### RECORD SET
● ● ● ● ● ● ●
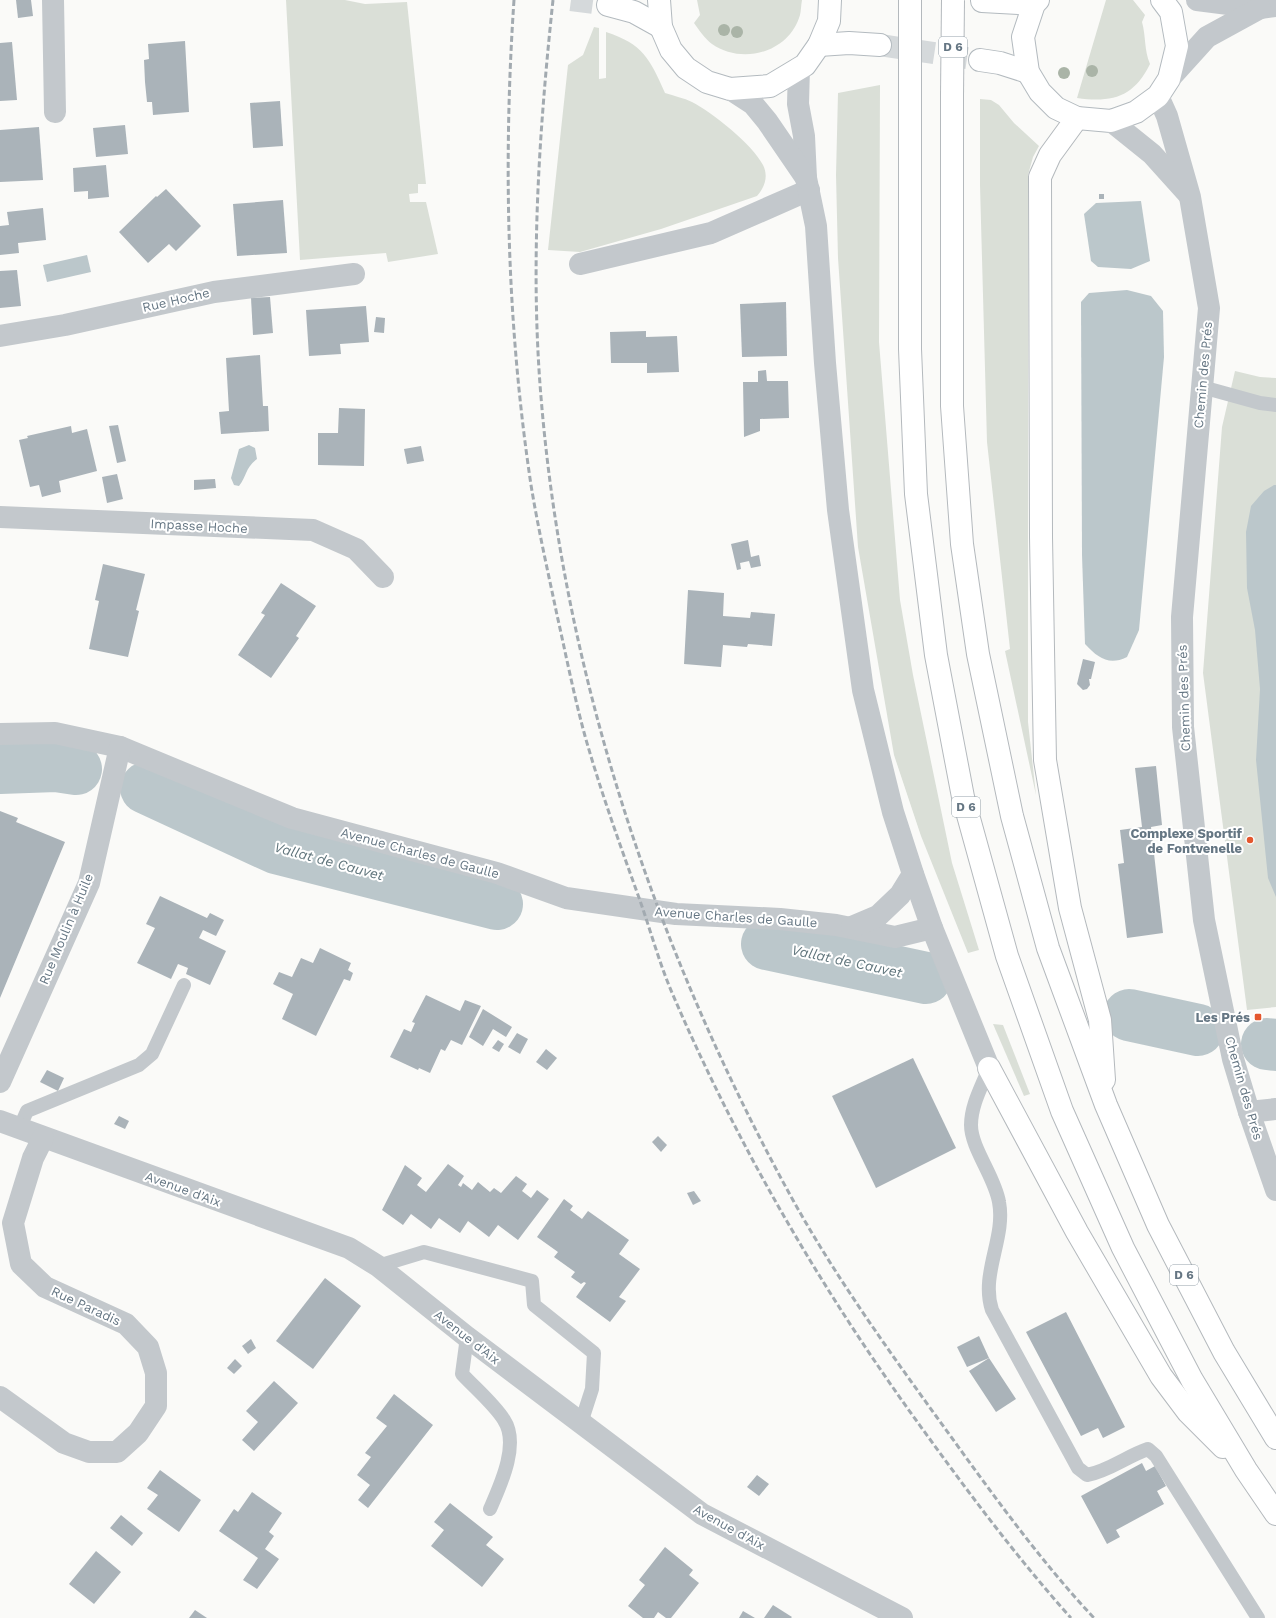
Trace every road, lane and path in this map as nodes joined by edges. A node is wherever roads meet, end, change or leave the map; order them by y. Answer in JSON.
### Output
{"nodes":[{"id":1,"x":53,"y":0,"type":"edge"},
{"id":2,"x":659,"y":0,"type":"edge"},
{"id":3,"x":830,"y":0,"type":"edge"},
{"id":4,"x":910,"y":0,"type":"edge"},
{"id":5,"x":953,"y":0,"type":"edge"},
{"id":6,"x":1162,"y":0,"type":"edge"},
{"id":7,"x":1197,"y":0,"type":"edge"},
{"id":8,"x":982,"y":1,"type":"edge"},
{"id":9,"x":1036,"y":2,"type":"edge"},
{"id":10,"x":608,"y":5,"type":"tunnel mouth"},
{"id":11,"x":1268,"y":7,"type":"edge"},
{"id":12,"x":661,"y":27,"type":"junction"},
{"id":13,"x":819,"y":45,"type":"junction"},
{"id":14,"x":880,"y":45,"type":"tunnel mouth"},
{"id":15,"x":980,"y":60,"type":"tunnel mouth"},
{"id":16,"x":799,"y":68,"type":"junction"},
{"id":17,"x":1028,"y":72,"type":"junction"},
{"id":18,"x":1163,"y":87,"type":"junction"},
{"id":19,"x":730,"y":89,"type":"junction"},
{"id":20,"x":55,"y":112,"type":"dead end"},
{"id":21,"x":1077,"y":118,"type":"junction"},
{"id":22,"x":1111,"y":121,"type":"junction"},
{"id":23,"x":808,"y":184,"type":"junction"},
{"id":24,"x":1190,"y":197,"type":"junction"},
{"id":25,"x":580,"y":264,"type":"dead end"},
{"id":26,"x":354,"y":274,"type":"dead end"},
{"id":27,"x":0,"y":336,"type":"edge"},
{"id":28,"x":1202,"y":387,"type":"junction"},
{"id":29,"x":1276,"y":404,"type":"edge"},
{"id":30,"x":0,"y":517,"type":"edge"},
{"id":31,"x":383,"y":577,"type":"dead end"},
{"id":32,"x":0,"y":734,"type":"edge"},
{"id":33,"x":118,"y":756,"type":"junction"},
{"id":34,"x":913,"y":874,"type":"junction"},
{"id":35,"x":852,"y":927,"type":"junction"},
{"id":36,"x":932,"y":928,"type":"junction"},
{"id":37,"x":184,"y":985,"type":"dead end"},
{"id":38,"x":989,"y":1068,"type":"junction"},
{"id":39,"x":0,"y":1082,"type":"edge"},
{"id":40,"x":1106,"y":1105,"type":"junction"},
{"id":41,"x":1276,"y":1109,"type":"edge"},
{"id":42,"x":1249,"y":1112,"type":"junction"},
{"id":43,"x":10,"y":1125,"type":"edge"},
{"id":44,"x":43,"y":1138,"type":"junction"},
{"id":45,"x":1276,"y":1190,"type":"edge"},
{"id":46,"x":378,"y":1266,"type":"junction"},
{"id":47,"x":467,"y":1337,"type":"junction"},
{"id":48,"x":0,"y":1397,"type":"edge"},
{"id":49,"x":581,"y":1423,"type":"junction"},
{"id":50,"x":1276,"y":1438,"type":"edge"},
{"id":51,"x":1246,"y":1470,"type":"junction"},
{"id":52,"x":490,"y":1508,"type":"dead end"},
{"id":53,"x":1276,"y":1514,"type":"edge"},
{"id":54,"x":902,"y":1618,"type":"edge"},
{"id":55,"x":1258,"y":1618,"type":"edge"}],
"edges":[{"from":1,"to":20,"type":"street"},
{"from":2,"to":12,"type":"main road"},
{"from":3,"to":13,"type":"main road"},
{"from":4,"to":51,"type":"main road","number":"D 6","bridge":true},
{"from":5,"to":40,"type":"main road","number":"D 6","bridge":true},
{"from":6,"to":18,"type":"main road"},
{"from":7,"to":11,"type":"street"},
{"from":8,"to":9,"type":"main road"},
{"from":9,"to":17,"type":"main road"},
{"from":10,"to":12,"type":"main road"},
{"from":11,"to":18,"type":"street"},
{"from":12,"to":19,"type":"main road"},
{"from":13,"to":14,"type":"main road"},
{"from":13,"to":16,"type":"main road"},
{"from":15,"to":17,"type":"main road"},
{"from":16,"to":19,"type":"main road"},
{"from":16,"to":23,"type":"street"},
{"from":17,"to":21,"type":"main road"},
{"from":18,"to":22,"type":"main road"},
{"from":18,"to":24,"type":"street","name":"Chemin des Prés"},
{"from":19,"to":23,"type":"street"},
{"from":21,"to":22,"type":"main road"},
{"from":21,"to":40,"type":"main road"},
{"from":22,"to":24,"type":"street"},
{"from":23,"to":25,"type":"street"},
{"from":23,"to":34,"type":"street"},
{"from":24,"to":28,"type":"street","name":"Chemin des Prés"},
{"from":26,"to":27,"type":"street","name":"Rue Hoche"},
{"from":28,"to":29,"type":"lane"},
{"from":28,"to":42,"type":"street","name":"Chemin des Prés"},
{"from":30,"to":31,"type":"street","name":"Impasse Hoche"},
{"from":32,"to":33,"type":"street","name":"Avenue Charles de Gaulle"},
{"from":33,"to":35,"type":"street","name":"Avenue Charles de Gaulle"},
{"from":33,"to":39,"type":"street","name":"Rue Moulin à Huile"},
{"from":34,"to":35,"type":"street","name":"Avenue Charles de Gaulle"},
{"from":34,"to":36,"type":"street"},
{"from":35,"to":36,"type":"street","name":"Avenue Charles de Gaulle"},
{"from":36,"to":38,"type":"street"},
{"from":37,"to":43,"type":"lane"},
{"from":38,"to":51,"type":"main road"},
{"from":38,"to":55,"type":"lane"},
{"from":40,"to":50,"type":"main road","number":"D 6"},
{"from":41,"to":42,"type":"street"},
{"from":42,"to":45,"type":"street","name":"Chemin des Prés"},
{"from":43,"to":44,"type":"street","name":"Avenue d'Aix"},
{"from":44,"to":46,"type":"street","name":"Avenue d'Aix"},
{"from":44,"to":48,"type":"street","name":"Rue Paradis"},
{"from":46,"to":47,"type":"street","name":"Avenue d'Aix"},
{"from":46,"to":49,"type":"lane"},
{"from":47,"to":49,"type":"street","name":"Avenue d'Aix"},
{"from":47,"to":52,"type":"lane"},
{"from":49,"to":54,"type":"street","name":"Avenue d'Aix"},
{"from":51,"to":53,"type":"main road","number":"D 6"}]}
● ● ● ● ● ● ●
### PROBLEM REQUIREMENTS
What are the lines above that hold the string "number"? Copy them.

### RESPONSE
{"from":4,"to":51,"type":"main road","number":"D 6","bridge":true},
{"from":5,"to":40,"type":"main road","number":"D 6","bridge":true},
{"from":40,"to":50,"type":"main road","number":"D 6"},
{"from":51,"to":53,"type":"main road","number":"D 6"}]}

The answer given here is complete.